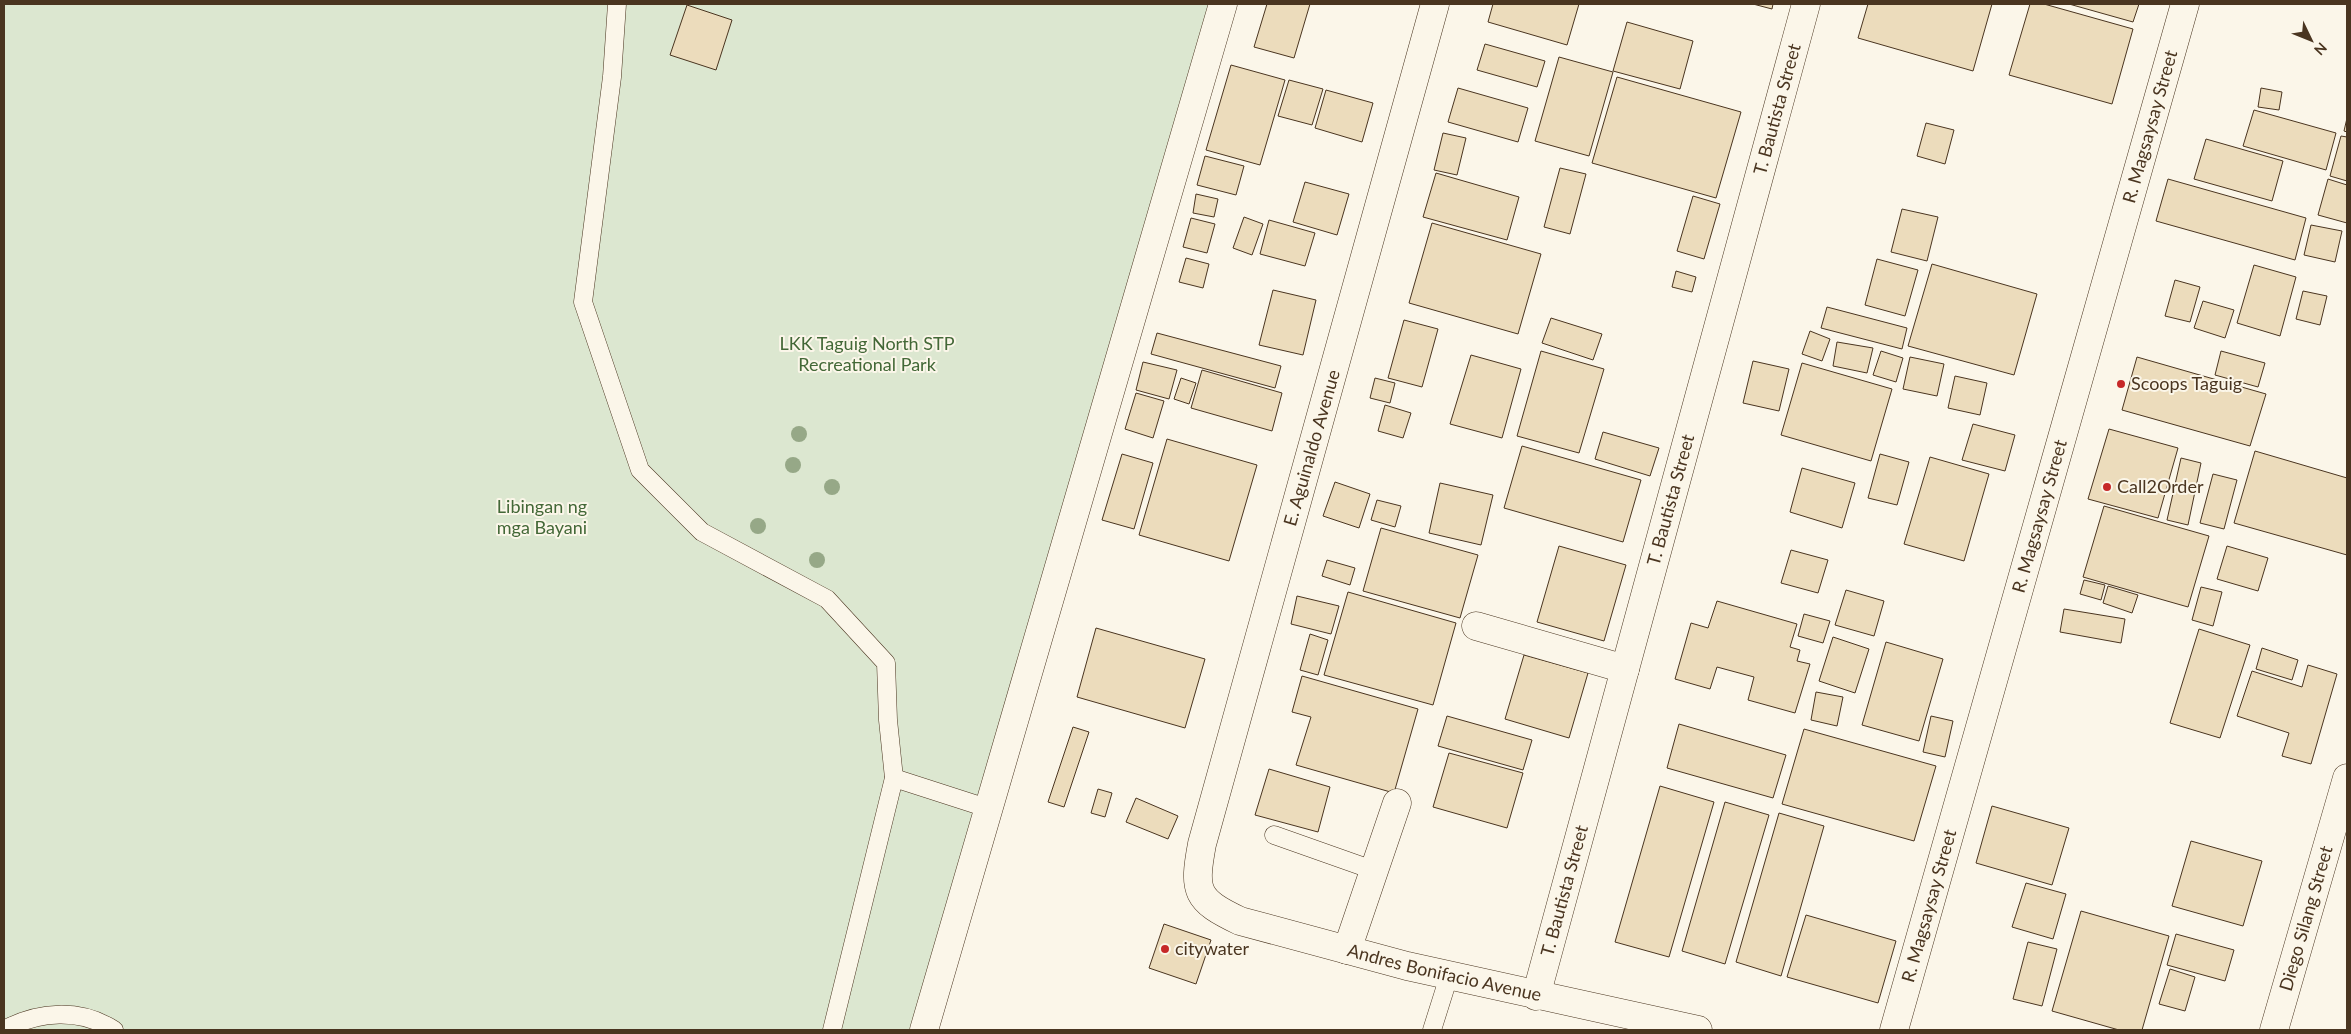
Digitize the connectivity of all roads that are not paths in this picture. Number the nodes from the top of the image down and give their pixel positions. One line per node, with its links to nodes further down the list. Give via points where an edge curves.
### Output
1 (617, 4): 8 (lane, via 612,77 583,302 640,470 702,532 827,599 886,663)
2 (1223, 4): 11 (street)
3 (1435, 4): 14 (street, E. Aguinaldo Avenue, via 1202,844 1197,871)
4 (1806, 4): 7 (street, T. Bautista Street)
5 (2185, 4): 24 (street, R. Magsaysay Street)
6 (1476, 626): 7 (street)
7 (1625, 669): 17 (street, T. Bautista Street)
8 (894, 778): 11 (lane); 20 (lane)
9 (2347, 778): 25 (street, Diego Silang Street)
10 (1397, 803): 13 (street)
11 (988, 808): 21 (street)
12 (1274, 835): 13 (lane)
13 (1373, 870): 15 (street)
14 (1200, 894): 15 (street, Andres Bonifacio Avenue, via 1216,910 1240,921)
15 (1347, 950): 16 (street, Andres Bonifacio Avenue)
16 (1449, 976): 17 (street, Andres Bonifacio Avenue); 22 (lane)
17 (1536, 996): 23 (street, Andres Bonifacio Avenue)
18 (4, 1030): 19 (lane, via 18,1022 62,1014 85,1017)
19 (114, 1030)
20 (832, 1030)
21 (924, 1030)
22 (1432, 1030)
23 (1698, 1030)
24 (1894, 1030)
25 (2274, 1030)

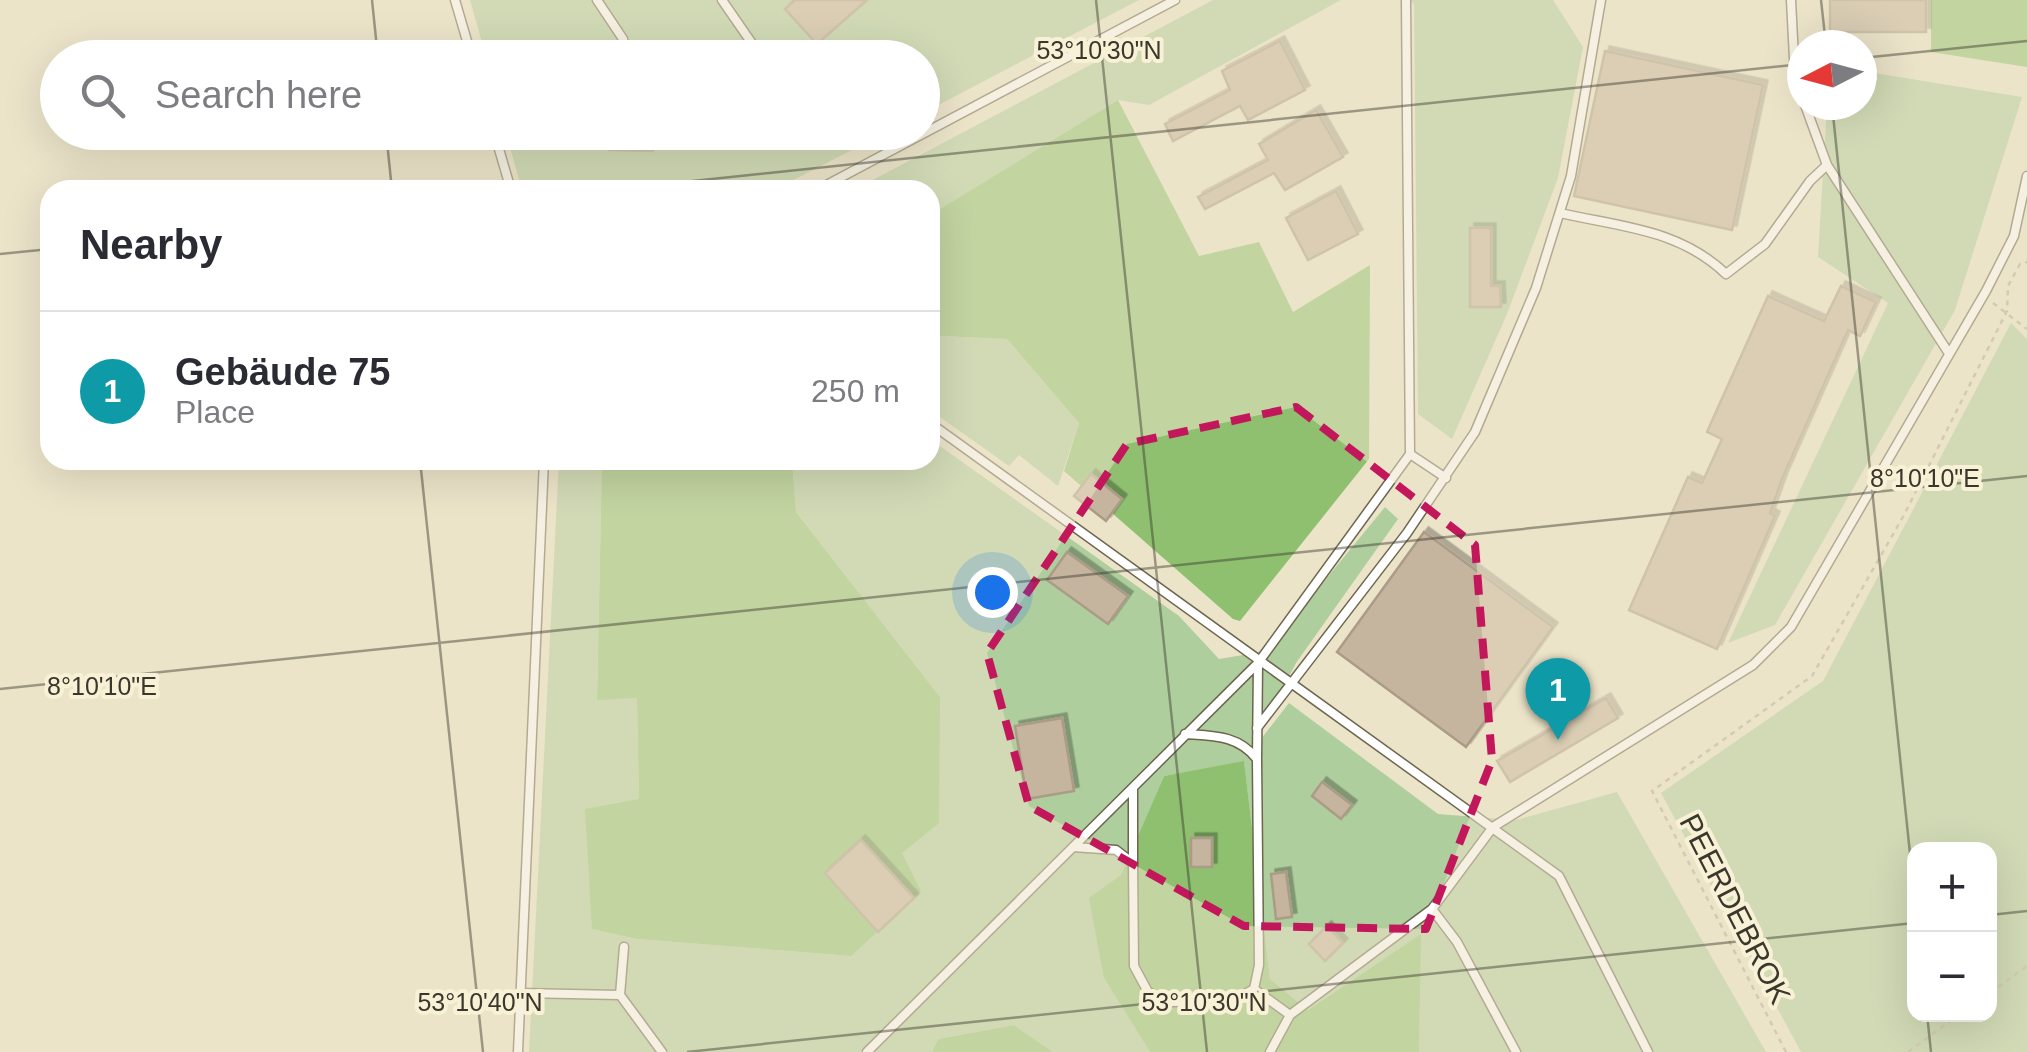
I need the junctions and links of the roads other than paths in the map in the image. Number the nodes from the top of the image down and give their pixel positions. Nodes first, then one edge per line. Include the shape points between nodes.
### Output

[What you have to do] Each line in the data that holds the string "Number" needs to be copied.

[Reply]
Digitize the connectivity of all roads that are not paths in this picture. Number the nodes from the top of the image down and give their pixel positions. One line per node, with its links to nodes further down the list. Give via points where an edge curves.
I need the junctions and links of the roads other than paths in the map in the image. Number the nodes from the top of the image down and give their pixel positions. Nodes first, then one edge per line. Include the shape points between nodes.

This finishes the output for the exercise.